Une personne est déclarée en faillite en 1993 ; sa faillite est
clôturée pour insuffisance d’actif en 1999.
Le tribunal lui reconnaît le bénéfice de l’excusabilité.
Me voilà débarrassé de mon passif, se réjouit l’ex failli
excusé !
Mais il doit déchanter car le receveur lui réclame, après la
clôture, les précomptes immobiliers relatifs aux exercices 1994, 1995 et 1996.
Il s’agit donc des précomptes échus durant la faillite, que le
curateur n’avait pu payer en raison de l’insuffisance d’actif.

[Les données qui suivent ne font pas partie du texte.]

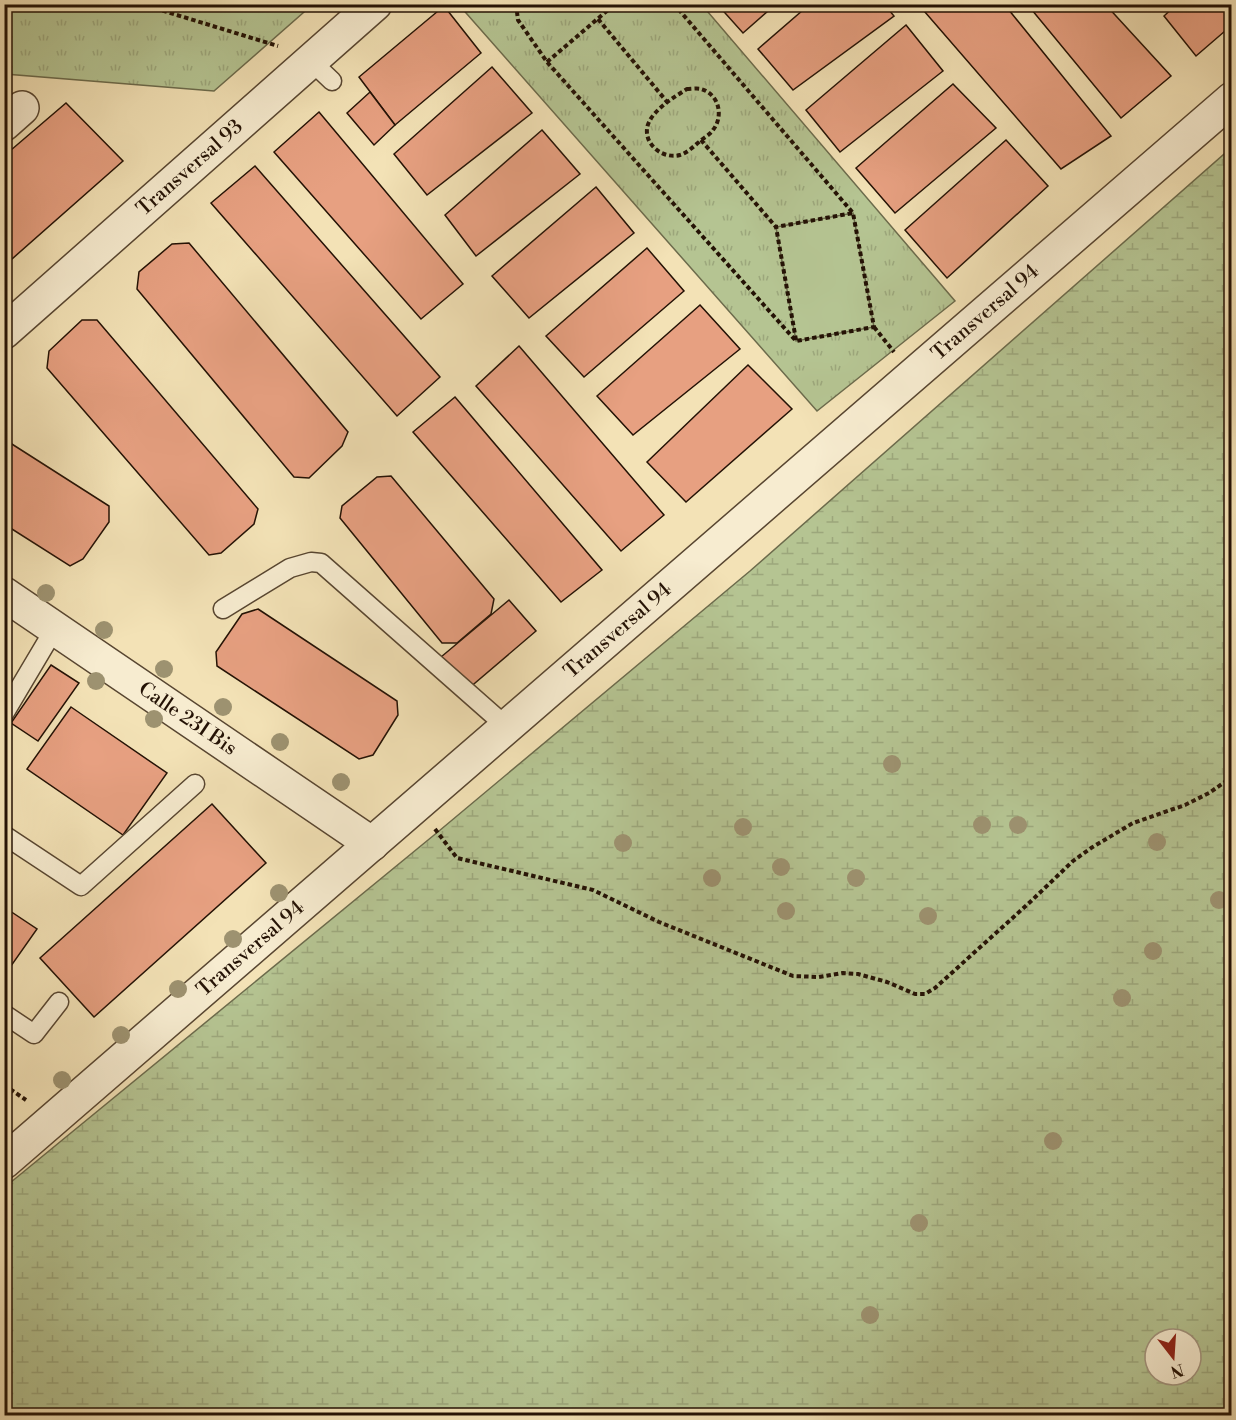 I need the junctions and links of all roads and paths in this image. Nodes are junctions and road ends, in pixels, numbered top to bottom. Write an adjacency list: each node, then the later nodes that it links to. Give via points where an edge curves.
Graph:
1 (141, 4): 8 (path, via 270,42)
2 (375, 4): 8 (street, Transversal 93)
3 (516, 4): 7 (path, via 518,20)
4 (615, 4): 6 (path)
5 (674, 4): 12 (path)
6 (598, 19): 7 (path); 10 (path)
7 (546, 62): 15 (path)
8 (321, 71): 14 (street, Transversal 93)
9 (1232, 99): 20 (street, Transversal 94)
10 (668, 103): 11 (path, via 687,90 700,89 712,95 719,106 719,119 713,131); 11 (path, via 652,116 648,125 648,138 655,149 667,155 680,154)
11 (701, 140): 13 (path)
12 (853, 213): 13 (path); 15 (path, via 874,327)
13 (776, 227): 15 (path)
14 (4, 332)
15 (796, 341)
16 (4, 594): 18 (street, Calle 23I Bis)
17 (223, 609): 20 (lane, via 290,568 321,563)
18 (55, 628): 19 (lane); 25 (street, Calle 23I Bis)
19 (4, 714)
20 (507, 727): 23 (street, Transversal 94)
21 (1232, 777): 23 (path, via 1209,793 1133,823 1091,848 925,994 858,974 793,976 659,922 593,890 458,858 439,831)
22 (195, 784): 24 (lane, via 81,886)
23 (411, 809): 25 (street, Transversal 94)
24 (4, 835)
25 (372, 844): 28 (street, Transversal 94)
26 (59, 1002): 27 (lane, via 34,1034)
27 (4, 1014)
28 (4, 1162)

La Cour d’appel de Liège considère que :
« Le jugement
d’excusabilité de la faillite ne porte que sur le passif de celle-ci et donc
sur les dettes ‘dans' la masse et non sur les dettes ‘de’ la masse, lesquelles,
si l'actif de la faillite n'a pas permis de les apurer en priorité, deviennent
des dettes du failli lui-même suite à la clôture de la faillite, à l'instar de
toutes autres dettes que le failli aurait contractées postérieurement à la
déclaration de faillite, notamment dans le cadre d'une nouvelle activité
professionnelle. »
Marri, l’ex failli forme un pourvoi invoquant, notamment, la
violation de l’article 82 de la loi sur les faillites.

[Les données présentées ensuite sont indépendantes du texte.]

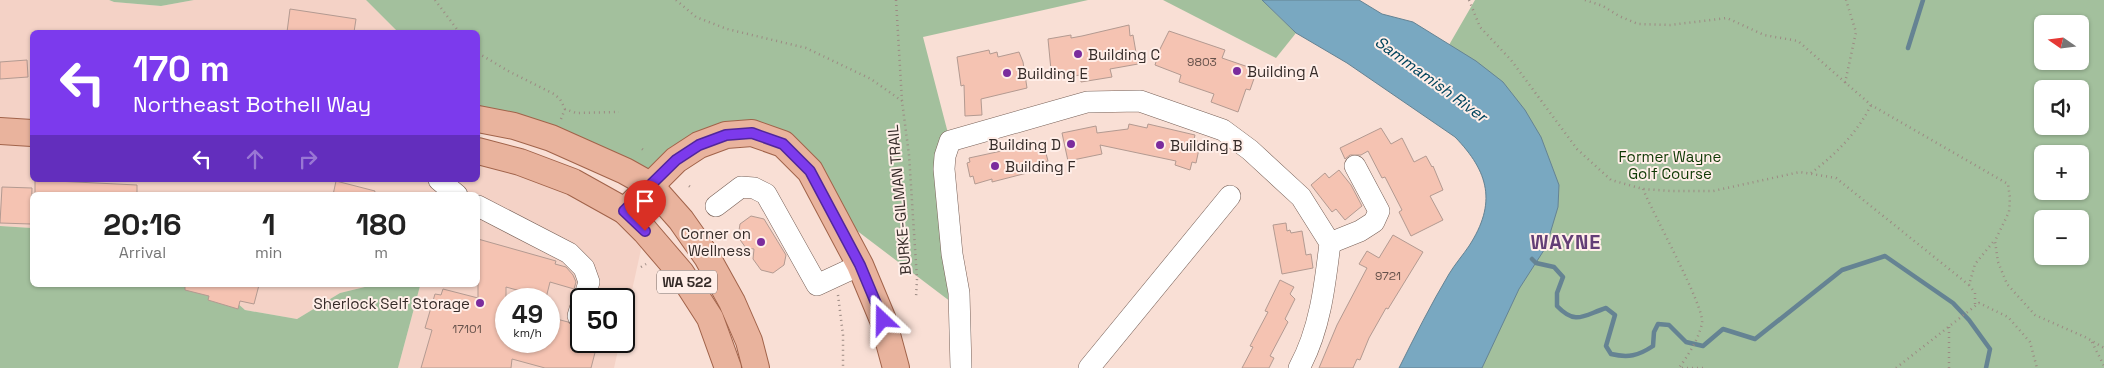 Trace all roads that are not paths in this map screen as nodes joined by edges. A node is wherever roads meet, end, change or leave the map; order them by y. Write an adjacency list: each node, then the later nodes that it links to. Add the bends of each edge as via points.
1 (480, 119): 7 (main road, WA 522, via 551,138)
2 (0, 131): 3 (main road)
3 (30, 133)
4 (480, 152): 12 (main road, WA 522, via 520,162 573,182)
5 (1355, 166): 13 (street, via 1379,212 1374,222 1360,231)
6 (441, 182): 8 (street)
7 (650, 185): 12 (main road); 14 (main road, via 676,160 699,145 726,135 752,133 783,144 810,171); 17 (main road, WA 522, via 681,220 711,264 732,302)
8 (453, 192)
9 (1230, 196): 20 (street)
10 (716, 206): 14 (street, via 741,187 754,188 766,194 817,285)
11 (480, 207): 15 (street, via 570,252 584,268 589,282)
12 (624, 211): 16 (main road, WA 522, via 681,273 710,318)
13 (1330, 243): 19 (street, via 1300,196 1250,150 1223,130 1140,100 1087,102 950,141 944,169 959,293); 21 (street, via 1323,300)
14 (860, 265): 18 (main road, via 883,320)
15 (587, 288)
16 (728, 368)
17 (756, 368)
18 (896, 368)
19 (961, 368)
20 (1089, 368)
21 (1299, 368)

Il est débouté ; la Cour de cassation dit en effet :
« 6. Pour le surplus,
en vertu de l'article 82, alinéa 1er, de la loi du 8 août 1997 sur les
faillites, le failli qui est déclaré excusable ne peut plus être poursuivi par
ses créanciers.
L'arrêt considère, par
référence aux motifs du premier juge qu'il déclare faire siens et sans être
critiqué par le moyen, que les précomptes immobiliers relatifs aux exercices
d'imposition 1994 à 1996, postérieurs à l'ouverture de la faillite, constituent
des dettes de la masse.
Les dettes de la masse, nées par hypothèse après le jugement
déclaratif de faillite, ne sont pas affectées par la déclaration
d'excusabilité.
L'arrêt, par confirmation
du jugement dont appel, décide légalement que les dettes relatives aux
précomptes litigieux échappent à l'excusabilité. »
Ce faisant, la Cour de cassation confirme la thèse déjà largement
admise, que l’excusabilité ne porte que sur les dettes au moment de la
faillite, pas sur celles nées postérieurement.
Voyez : I. Verougstraete, Manuel de la faillite et du concordat, édition 2003, pp. 617, n°
1051 ; G. A. Dal, L’excusabilité
dans la loi du 4 septembre 2002, réparation ou bricolage, J.T. 2003 ; contra A. Zenner, Faillites et concordats 2002, p. 205, n° 179.
C’est logique car
l’appréciation des conditions de l’excusabilité porte sur les conditions de la
faillite, donc sur la situation de la faillite lors de la faillite, pas après
même si le comportement du failli durant la liquidation est aussi un élément
d’appréciation de sa bonne foi.
Cass., 5 octobre 2007, 1ière chambre, section française,
n° F.06.0047.F, www.juridat.be.
> Les limites de l’excusabilité
8 janvier 2008, par Pierre Samain
La Cour semble considérer que cette dette aurait pu être considérée comme DANS la masse. Il me paraît dès lors osé de prétendre que les précomptes immobiliers post-faillite restent dus même en cas d’excusabilité.
> Les limites de l’excusabilité
8 janvier 2008, par la rédaction
Non, je ne trouve pas que la Cour de cassation ait considéré que les PI impayés par le curateur et échus après la faillite, soient dans la masse. La question est cependant légitime vu que la dette ne résulte en rien d’une gestion du curateur mais, comme vous le savez, un des arrêts du 16 août 1988, fait un sort à cette idée.